[Work to be completed] Find the lines in the records below that contain "Lavrinhas", and report each of them.

*** Opening of Data section ***

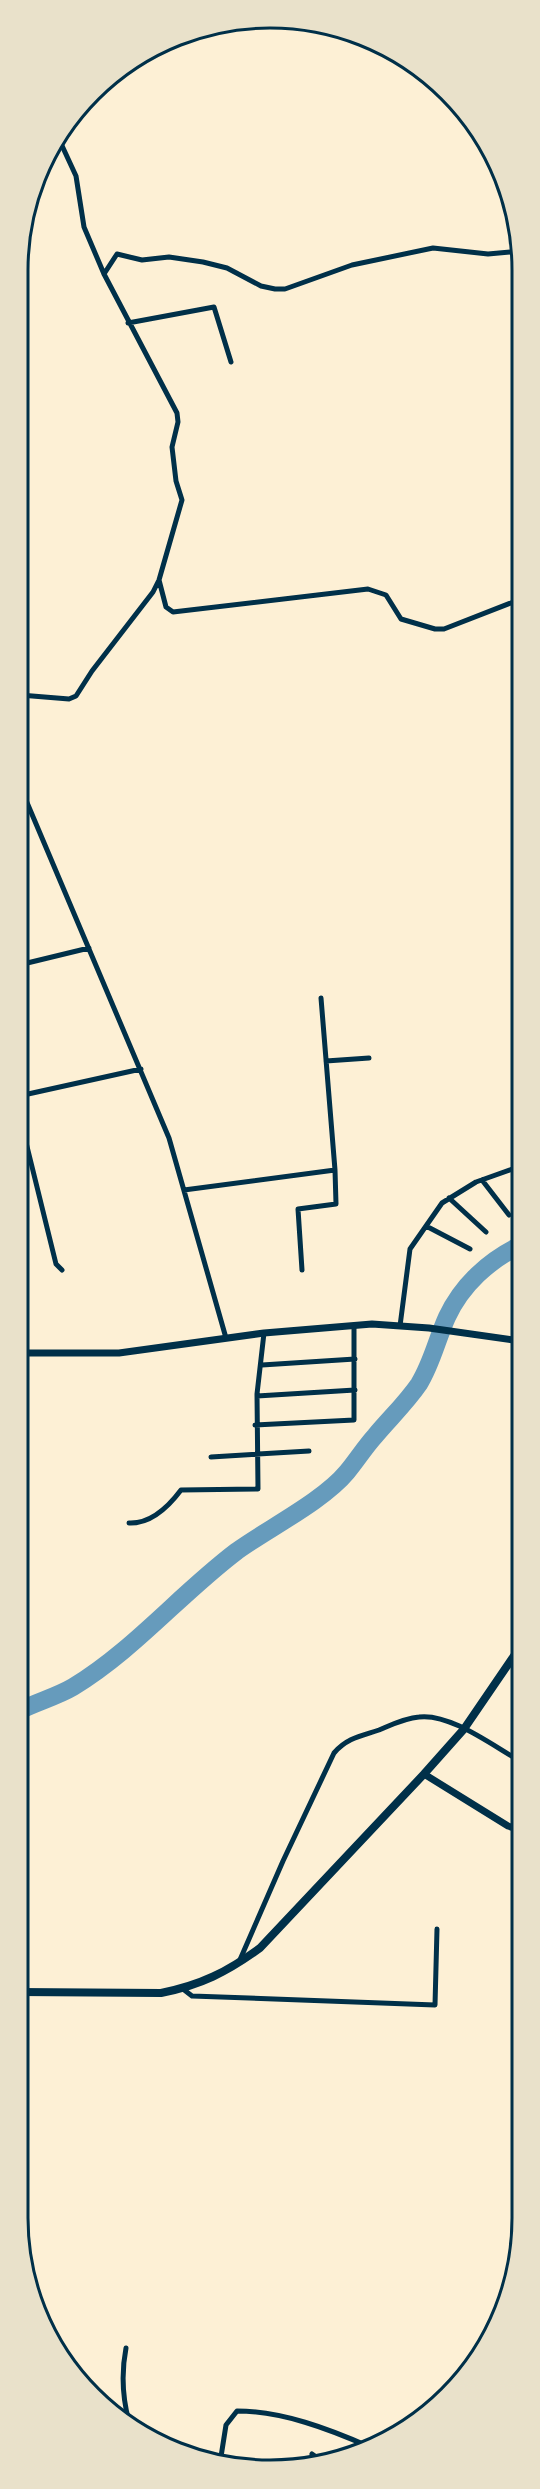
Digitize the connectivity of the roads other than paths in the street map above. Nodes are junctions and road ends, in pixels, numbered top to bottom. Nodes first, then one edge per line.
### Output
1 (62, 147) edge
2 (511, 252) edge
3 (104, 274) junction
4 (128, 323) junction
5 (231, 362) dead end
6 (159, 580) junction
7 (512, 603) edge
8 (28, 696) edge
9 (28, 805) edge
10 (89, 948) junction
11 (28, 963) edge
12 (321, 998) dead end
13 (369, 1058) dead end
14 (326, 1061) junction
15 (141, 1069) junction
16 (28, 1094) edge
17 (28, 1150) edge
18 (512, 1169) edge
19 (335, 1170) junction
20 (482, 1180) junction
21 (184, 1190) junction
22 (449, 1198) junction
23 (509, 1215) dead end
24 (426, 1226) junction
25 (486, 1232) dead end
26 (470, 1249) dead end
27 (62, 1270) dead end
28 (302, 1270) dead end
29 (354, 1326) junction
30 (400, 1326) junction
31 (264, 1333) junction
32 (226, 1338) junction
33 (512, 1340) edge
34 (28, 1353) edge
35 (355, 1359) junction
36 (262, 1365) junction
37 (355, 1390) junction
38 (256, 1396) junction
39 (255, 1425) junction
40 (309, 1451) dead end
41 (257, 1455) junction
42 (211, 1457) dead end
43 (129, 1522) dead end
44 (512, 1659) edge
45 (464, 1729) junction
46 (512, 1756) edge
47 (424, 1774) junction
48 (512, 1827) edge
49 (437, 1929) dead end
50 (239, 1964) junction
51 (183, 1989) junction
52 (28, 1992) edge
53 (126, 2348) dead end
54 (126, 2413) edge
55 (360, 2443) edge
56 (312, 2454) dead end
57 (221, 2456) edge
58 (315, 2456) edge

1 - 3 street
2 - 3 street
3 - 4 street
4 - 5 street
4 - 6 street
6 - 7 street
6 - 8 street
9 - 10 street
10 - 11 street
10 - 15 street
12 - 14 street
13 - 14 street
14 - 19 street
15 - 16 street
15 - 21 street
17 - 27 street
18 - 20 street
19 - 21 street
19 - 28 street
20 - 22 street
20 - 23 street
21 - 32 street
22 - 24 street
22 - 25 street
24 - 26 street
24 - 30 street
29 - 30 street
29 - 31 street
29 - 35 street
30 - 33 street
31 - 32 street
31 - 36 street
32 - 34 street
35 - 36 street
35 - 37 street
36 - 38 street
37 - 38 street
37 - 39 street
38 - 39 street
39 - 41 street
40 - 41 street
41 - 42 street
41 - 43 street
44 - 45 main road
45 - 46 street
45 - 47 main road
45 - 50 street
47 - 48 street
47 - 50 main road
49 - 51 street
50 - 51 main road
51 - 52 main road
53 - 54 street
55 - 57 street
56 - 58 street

*** Close of Data section ***
*** Opening of Data section ***

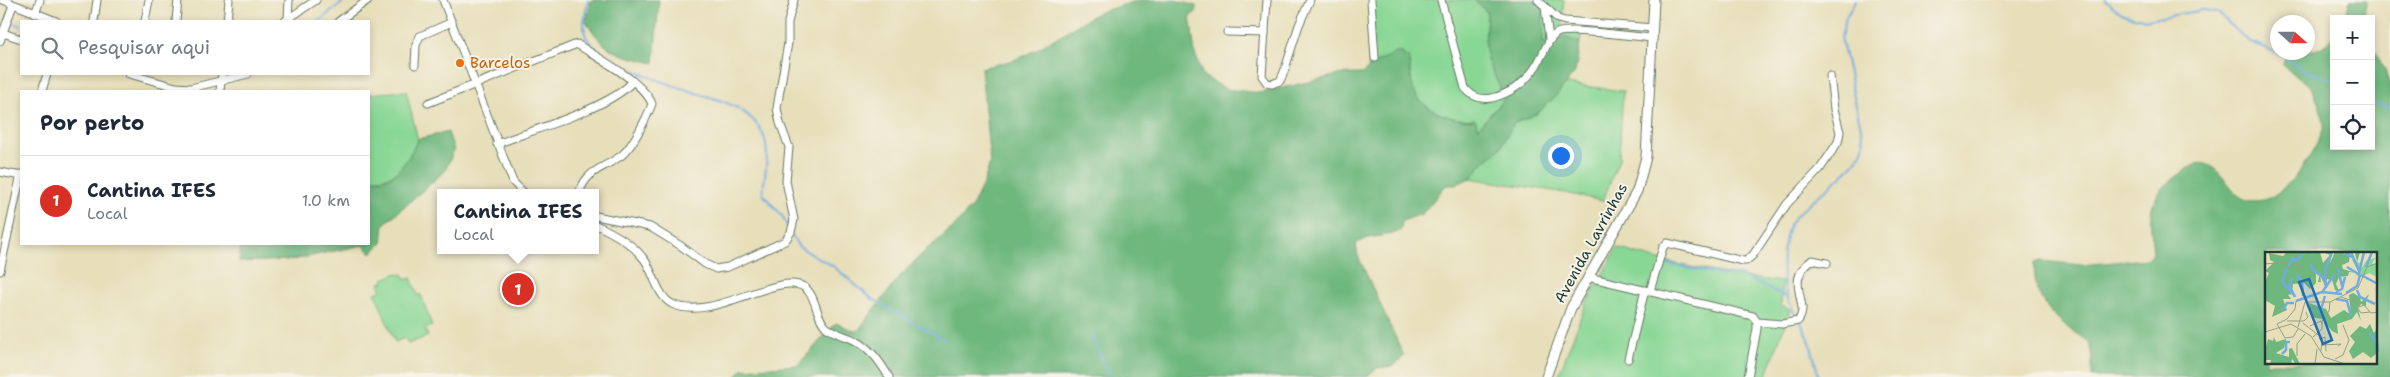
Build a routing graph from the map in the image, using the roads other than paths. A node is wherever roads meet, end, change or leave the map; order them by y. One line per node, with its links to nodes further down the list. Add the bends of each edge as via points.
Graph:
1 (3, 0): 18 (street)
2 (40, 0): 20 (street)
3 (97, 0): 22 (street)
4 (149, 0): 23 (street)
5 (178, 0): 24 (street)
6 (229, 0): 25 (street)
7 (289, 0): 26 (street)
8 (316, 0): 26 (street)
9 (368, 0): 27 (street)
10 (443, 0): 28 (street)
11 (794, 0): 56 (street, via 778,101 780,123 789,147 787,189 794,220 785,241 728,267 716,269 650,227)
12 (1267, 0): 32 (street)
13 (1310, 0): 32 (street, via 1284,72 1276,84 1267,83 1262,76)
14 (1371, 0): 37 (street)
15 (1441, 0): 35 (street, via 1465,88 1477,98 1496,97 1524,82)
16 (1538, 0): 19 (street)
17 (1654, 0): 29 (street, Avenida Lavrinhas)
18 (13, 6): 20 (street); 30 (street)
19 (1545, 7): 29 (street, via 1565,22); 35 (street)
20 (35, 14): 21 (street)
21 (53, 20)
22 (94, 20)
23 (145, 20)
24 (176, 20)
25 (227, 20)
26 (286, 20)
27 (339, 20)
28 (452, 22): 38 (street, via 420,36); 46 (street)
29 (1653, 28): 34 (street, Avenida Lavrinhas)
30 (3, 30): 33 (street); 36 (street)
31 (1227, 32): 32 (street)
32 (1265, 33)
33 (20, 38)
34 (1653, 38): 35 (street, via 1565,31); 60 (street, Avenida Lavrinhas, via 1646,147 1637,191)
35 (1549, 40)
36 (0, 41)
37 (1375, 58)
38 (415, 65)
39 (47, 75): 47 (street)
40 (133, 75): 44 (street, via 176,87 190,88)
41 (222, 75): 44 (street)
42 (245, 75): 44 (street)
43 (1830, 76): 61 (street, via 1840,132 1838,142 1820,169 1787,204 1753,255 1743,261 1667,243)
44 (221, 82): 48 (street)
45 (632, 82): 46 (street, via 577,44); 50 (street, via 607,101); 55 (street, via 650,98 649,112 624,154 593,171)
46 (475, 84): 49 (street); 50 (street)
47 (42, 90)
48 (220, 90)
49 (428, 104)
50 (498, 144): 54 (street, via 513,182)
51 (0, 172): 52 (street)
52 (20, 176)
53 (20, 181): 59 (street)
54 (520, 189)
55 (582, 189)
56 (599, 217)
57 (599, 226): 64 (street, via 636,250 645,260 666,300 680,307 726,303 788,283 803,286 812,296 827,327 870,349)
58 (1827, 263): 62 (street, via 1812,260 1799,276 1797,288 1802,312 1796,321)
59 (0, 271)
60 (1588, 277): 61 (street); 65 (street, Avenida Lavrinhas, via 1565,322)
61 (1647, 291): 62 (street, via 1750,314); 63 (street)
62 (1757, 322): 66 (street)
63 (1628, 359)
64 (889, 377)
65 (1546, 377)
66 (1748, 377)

*** Close of Data section ***

[Reply]
17 (1654, 0): 29 (street, Avenida Lavrinhas)
29 (1653, 28): 34 (street, Avenida Lavrinhas)
34 (1653, 38): 35 (street, via 1565,31); 60 (street, Avenida Lavrinhas, via 1646,147 1637,191)
60 (1588, 277): 61 (street); 65 (street, Avenida Lavrinhas, via 1565,322)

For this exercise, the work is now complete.